見落としやすいのが、亡くなる3年以内に行われた贈与、生命保険金、それから名義預金といって、名義は別の人ですが、実際の管理は亡くなった人が行っていた、このような預金などです。
よく「生命保険金には相続税がかからない」、「非課税で受けとれる」という話がありますが、生命保険金は必ず非課税となるわけではなく、500万円に法定相続人の人数をかけた額までしか、非課税にはなりません。
もし法定相続人が、奥さんとお子さん2人の合計3人であれば、非課税となるのは1,500万円ですから、奥さんなどが受け取った生命保険金が2,000万円だった場合、差額の500万円には相続税がかかります。
また、生命保険金が相続財産として扱われるのは、亡くなった人が保険料を負担していた場合のみです。
もし、保険料を別の人が負担していた場合は、相続税ではない別の税金がかかってしまい、その場合は、相続税のような大きな非課税制度はありません。

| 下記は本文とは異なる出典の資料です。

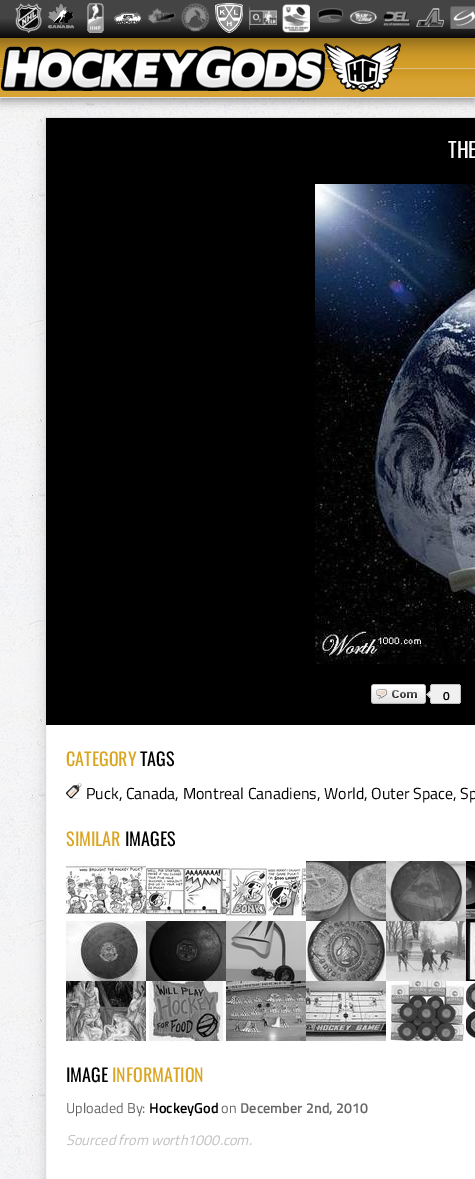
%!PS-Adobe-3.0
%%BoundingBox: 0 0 475 1179
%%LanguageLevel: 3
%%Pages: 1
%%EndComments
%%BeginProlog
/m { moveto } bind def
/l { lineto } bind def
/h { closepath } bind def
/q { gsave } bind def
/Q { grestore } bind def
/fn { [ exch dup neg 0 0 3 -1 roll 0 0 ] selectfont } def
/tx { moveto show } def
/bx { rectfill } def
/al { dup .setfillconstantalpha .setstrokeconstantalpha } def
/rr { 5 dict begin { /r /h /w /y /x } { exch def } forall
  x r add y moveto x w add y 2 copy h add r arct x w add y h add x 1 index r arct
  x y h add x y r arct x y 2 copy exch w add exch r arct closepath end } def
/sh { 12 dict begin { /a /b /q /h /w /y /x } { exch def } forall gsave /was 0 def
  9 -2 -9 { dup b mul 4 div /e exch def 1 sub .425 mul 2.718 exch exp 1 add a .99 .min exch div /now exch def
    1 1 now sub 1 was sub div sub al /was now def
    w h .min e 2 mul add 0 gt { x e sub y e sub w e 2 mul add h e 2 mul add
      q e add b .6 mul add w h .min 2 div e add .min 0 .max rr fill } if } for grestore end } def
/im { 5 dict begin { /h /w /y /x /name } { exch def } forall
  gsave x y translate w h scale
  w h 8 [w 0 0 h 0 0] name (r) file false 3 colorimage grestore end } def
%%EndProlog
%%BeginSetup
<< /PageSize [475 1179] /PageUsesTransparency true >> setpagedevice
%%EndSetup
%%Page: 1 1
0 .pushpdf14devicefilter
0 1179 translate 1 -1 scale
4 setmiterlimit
1 setgray
0 0 475 1179 bx
(image0.raw) 0 98 475 1081 im
q 0 0 m 475 0 l 475 38 l 0 38 l h clip newpath
<< /ShadingType 2 /ColorSpace /DeviceRGB /Coords [238 0 238 38] /Extend [true true] /Function << /FunctionType 3 /Domain [0 1] /Functions [<< /FunctionType 2 /Domain [0 1] /C0 [0.267 0.267 0.267] /C1 [0.267 0.267 0.267] /N 1 >> << /FunctionType 2 /Domain [0 1] /C0 [0.267 0.267 0.267] /C1 [0.247 0.247 0.247] /N 1 >> << /FunctionType 2 /Domain [0 1] /C0 [0.247 0.247 0.247] /C1 [0.039 0.031 0.035] /N 1 >>] /Bounds [0.5 0.51] /Encode [0 1 0 1 0 1] >> >> shfill Q
(image1.raw) 15 3 27 30 im
(image2.raw) 47 3 28 26 im
(image3.raw) 87 3 17 30 im
(image4.raw) 114 12 28 12 im
(image5.raw) 148 8 28 16 im
(image6.raw) 181 3 28 29 im
(image7.raw) 215 3 28 30 im
(image8.raw) 249 6 28 25 im
(image9.raw) 282 4 28 29 im
(image10.raw) 317 8 27 15 im
(image11.raw) 349 10 28 14 im
(image12.raw) 383 11 28 15 im
(image13.raw) 416 8 28 19 im
(image14.raw) 450 6 25 23 im
0 setgray
0 41 475 60 0 5 0.4 sh
(image15.raw) 0 38 475 60 im
(image16.raw) 1 43 400 49 im
45 121 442 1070 0 4 0.08 sh
47 131 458 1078 0 10 0.08 sh
1 setgray
46 725 429 454 bx
0.867 setgray
45.5 117.5 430 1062 rectstroke
0 setgray
46 118 429 607 bx
/Oswald-Regular 21 fn
1 setgray
(THE) 448 158 tx
(image17.raw) 315 184 160 480 im
(image18.raw) 371 684 55 20 im
(image19.raw) 426 684 35 20 im
/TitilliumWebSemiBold-SemiBold 12 fn
0 setgray
(0) 443 700 tx
/Oswald-Regular 18 fn
0.855 0.647 0.125 setrgbcolor
(CATEGORY) 66 766 tx
0 setgray
(TAGS) 140 766 tx
(image20.raw) 66 783 16 16 im
/TitilliumWeb-Regular 16 fn
(Puck, Canada, Montreal Canadiens, World, Outer Space, Sp) 86 799 tx
/Oswald-Regular 18 fn
0.855 0.647 0.125 setrgbcolor
(SIMILAR) 66 846 tx
0 setgray
(IMAGES) 125 846 tx
(image21.raw) 66 861 80 56 im
(image22.raw) 146 866 80 51 im
(image23.raw) 226 866 80 55 im
(image24.raw) 306 861 80 60 im
(image25.raw) 386 861 80 60 im
(image26.raw) 466 861 9 60 im
(image27.raw) 66 921 80 60 im
(image28.raw) 146 921 80 60 im
(image29.raw) 226 921 80 60 im
(image30.raw) 306 921 80 60 im
(image31.raw) 386 921 80 60 im
(image32.raw) 466 921 9 60 im
(image33.raw) 66 981 80 60 im
(image34.raw) 147 981 79 60 im
(image35.raw) 226 981 80 60 im
(image36.raw) 306 981 80 60 im
(image37.raw) 386 981 80 60 im
(image38.raw) 466 982 9 58 im
(IMAGE) 66 1082 tx
0.855 0.647 0.125 setrgbcolor
(INFORMATION) 112 1082 tx
/TitilliumWeb-Regular 14.4 fn
0.4 setgray
(Uploaded By:) 66 1113 tx
/TitilliumWebSemiBold-SemiBold 14.4 fn
0 setgray
(HockeyGod) 149 1113 tx
/TitilliumWeb-Regular 14.4 fn
0.4 setgray
(on) 221 1113 tx
/TitilliumWebSemiBold-SemiBold 14.4 fn
(December 2nd, 2010) 240 1113 tx
/TitilliumWeb-Italic 14.4 fn
0.753 setgray
(Sourced from worth1000.com.) 66 1145 tx
.poppdf14devicefilter showpage
%%EOF
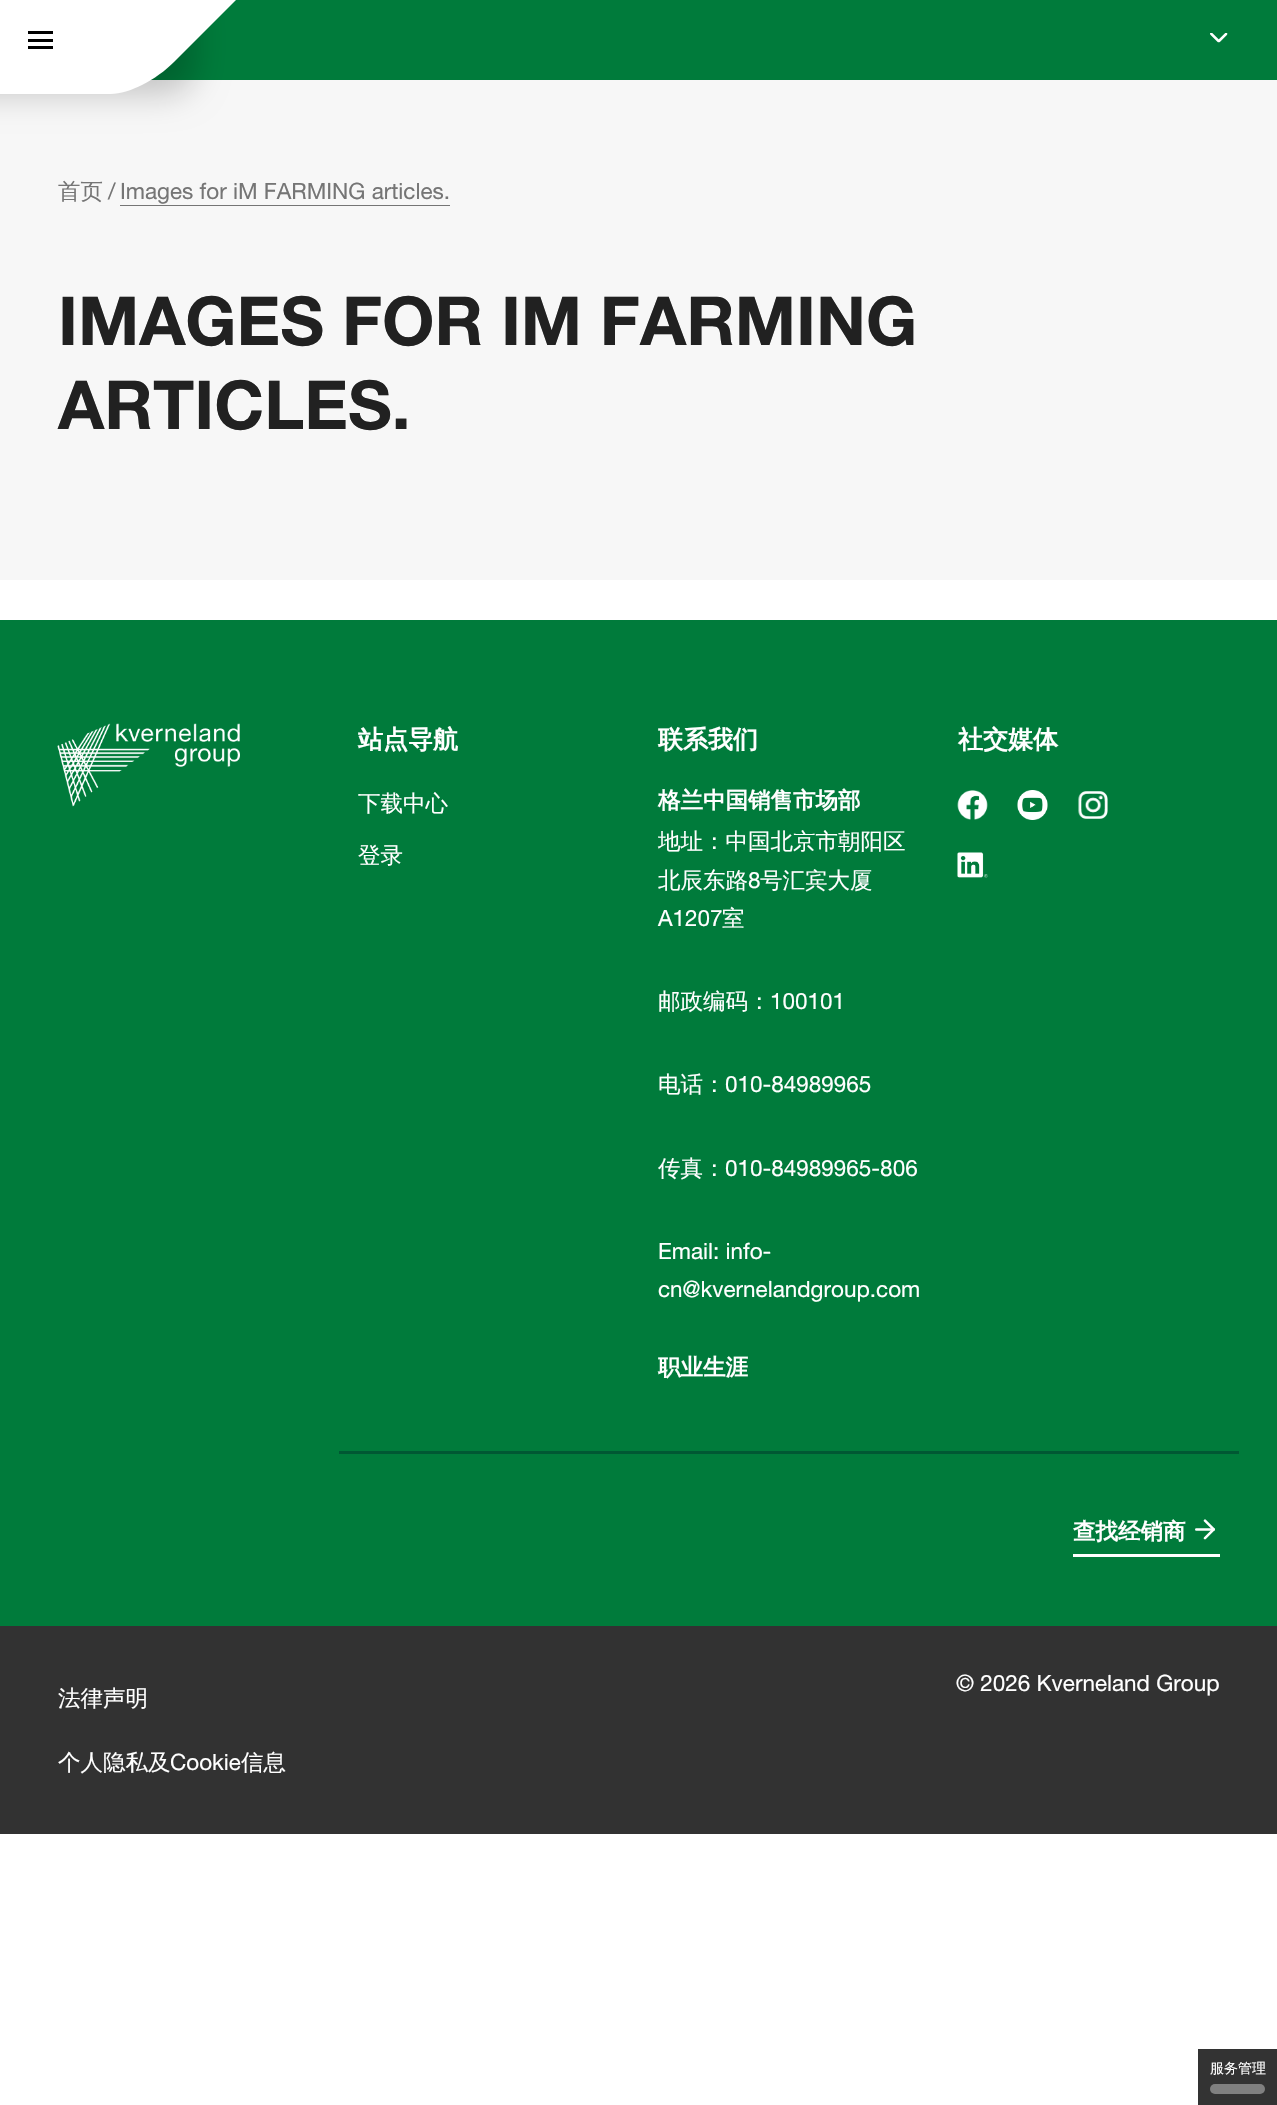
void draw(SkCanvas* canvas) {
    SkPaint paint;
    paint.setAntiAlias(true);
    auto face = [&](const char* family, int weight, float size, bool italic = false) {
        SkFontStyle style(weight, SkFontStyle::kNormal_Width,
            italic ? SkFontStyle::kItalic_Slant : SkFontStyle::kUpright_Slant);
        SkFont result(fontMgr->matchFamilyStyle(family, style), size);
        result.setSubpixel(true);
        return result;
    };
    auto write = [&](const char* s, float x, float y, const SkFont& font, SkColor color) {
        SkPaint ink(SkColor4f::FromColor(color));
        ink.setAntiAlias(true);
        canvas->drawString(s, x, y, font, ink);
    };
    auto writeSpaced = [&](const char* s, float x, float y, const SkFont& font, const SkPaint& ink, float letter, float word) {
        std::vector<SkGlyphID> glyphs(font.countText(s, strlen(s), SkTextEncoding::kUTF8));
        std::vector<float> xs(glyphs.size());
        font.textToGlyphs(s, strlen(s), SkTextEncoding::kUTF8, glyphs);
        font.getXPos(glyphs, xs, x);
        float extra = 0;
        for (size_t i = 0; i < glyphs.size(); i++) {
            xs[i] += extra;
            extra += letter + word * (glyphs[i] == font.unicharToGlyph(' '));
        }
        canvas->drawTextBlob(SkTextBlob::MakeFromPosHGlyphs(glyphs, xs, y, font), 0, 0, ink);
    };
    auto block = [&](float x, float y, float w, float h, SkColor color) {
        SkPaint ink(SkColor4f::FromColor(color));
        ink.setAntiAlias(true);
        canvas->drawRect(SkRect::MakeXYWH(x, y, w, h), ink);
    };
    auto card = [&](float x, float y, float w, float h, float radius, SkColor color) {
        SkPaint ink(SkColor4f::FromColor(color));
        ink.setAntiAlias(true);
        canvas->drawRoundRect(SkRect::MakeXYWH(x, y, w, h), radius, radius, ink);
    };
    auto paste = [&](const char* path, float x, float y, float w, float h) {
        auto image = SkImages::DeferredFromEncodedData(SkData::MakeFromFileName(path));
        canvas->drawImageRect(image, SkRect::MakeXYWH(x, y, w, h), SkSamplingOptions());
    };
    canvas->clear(SK_ColorWHITE);
    block(151, 0, 1126, 80, SkColorSetRGB(0, 123, 59));
    block(0, 80, 1277, 500, SkColorSetRGB(247, 247, 247));
    paint.setColor(SkColorSetARGB(51, 0, 0, 0));
    paint.setMaskFilter(SkMaskFilter::MakeBlur(kNormal_SkBlurStyle, 16));
    canvas->drawRoundRect(SkRect::MakeXYWH(-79, -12, 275, 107), 31, 31, paint);
    paint.setMaskFilter(nullptr);
    paint.setColor(SK_ColorWHITE);
    canvas->drawPath(SkPathBuilder().moveTo(-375, -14).lineTo(250, -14).lineTo(174, 62).cubicTo(156, 80, 129, 94, 111, 94).lineTo(-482, 94).close().detach(), paint);
    block(28, 39, 25, 3, SK_ColorBLACK);
    block(28, 31, 25, 3, SK_ColorBLACK);
    block(28, 46, 25, 3, SK_ColorBLACK);
    paste("pic1.png", 1210, 33, 18, 10);
    auto kFont1 = face("WenQuanYi Zen Hei", 500, 22.5f);
    write("首页", 58, 199, kFont1, SkColorSetRGB(117, 117, 117));
    auto kFont2 = face("Helvetica Neue", 400, 22.5f);
    write("/", 108, 199, kFont2, SkColorSetRGB(117, 117, 117));
    write("Images for iM FARMING articles.", 120, 199, kFont2, SkColorSetRGB(117, 117, 117));
    block(120, 205, 330, 1, SkColorSetRGB(117, 117, 117));
    auto kFont3 = face("Helvetica Neue", 700, 67.5f);
    paint.setColor(SkColorSetRGB(33, 33, 33));
    writeSpaced("IMAGES FOR IM FARMING", 58, 345, kFont3, paint, 0, -1);
    write("ARTICLES.", 58, 429, kFont3, SkColorSetRGB(33, 33, 33));
    block(0, 620, 1277, 1006, SkColorSetRGB(0, 123, 59));
    paste("pic2.png", 57, 723, 183, 84);
    auto kFont4 = face("WenQuanYi Zen Hei", 700, 25);
    write("站点导航", 358, 748, kFont4, SK_ColorWHITE);
    write("下载中心", 358, 811, kFont1, SK_ColorWHITE);
    write("登录", 358, 863, kFont1, SK_ColorWHITE);
    write("联系我们", 658, 748, kFont4, SK_ColorWHITE);
    auto kFont5 = face("WenQuanYi Zen Hei", 700, 22.5f);
    write("格兰中国销售市场部", 658, 808, kFont5, SK_ColorWHITE);
    write("地址：中国北京市朝阳区", 658, 849, kFont1, SK_ColorWHITE);
    write("北辰东路", 658, 888, kFont1, SK_ColorWHITE);
    write("8", 748, 888, kFont2, SK_ColorWHITE);
    write("号汇宾大厦", 760, 888, kFont1, SK_ColorWHITE);
    write("A1207", 658, 926, kFont2, SK_ColorWHITE);
    write("室", 722, 926, kFont1, SK_ColorWHITE);
    write("邮政编码：", 658, 1009, kFont1, SK_ColorWHITE);
    write("100101", 770, 1009, kFont2, SK_ColorWHITE);
    write("电话：", 658, 1092, kFont1, SK_ColorWHITE);
    write("010-84989965", 725, 1092, kFont2, SK_ColorWHITE);
    write("传真：", 658, 1176, kFont1, SK_ColorWHITE);
    write("010-84989965-806", 725, 1176, kFont2, SK_ColorWHITE);
    write("Email: info-", 658, 1259, kFont2, SK_ColorWHITE);
    write("cn@kvernelandgroup.com", 658, 1297, kFont2, SK_ColorWHITE);
    write("职业生涯", 658, 1375, kFont5, SK_ColorWHITE);
    write("社交媒体", 958, 748, kFont4, SK_ColorWHITE);
    paste("pic3.png", 957, 790, 31, 30);
    paste("pic4.png", 1017, 790, 31, 30);
    paste("pic5.png", 1078, 791, 30, 28);
    paste("pic6.png", 957, 852, 31, 26);
    block(339, 1451, 900, 3, SkColorSetRGB(0, 88, 51));
    block(1073, 1554, 147, 3, SK_ColorWHITE);
    write("查找经销商", 1073, 1539, kFont5, SK_ColorWHITE);
    paste("pic7.png", 1195, 1519, 20, 21);
    block(0, 1626, 1277, 208, SkColorSetRGB(50, 50, 50));
    write("法律声明", 58, 1706, kFont1, SK_ColorWHITE);
    write("个人隐私及", 58, 1770, kFont1, SK_ColorWHITE);
    write("Cookie", 170, 1770, kFont2, SK_ColorWHITE);
    write("信息", 241, 1770, kFont1, SK_ColorWHITE);
    write("© 2026 Kverneland Group", 956, 1691, kFont2, SK_ColorWHITE);
    block(1198, 2049, 79, 56, SkColorSetRGB(51, 51, 51));
    auto kFont6 = face("WenQuanYi Zen Hei", 500, 14);
    write("服务管理", 1210, 2073, kFont6, SK_ColorWHITE);
    card(1210, 2084, 55, 10, 5, SkColorSetRGB(128, 128, 128));
}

最後に、相続でよく誤解されやすい遺言書の話をしたいと思います。
遺言書とは、亡くなられた方が、遺産の分け方などを文書で遺されたものです。
わざわざ書面で遺されたものであることから、その内容どおりに相続しなければならない、と考えてしまう方が非常に多いのですが、それは誤解です。
確かに遺言書によって、財産の受け取りを指定された人には、その財産を受け取る権利があるのですが、最終的に相続人全員が納得すれば、どのように財産を分けても構いません。
相続税対策や後悔しない相続をするためにも、相続に関する必要最低限の知識は、知っておいた方が良いかと思います。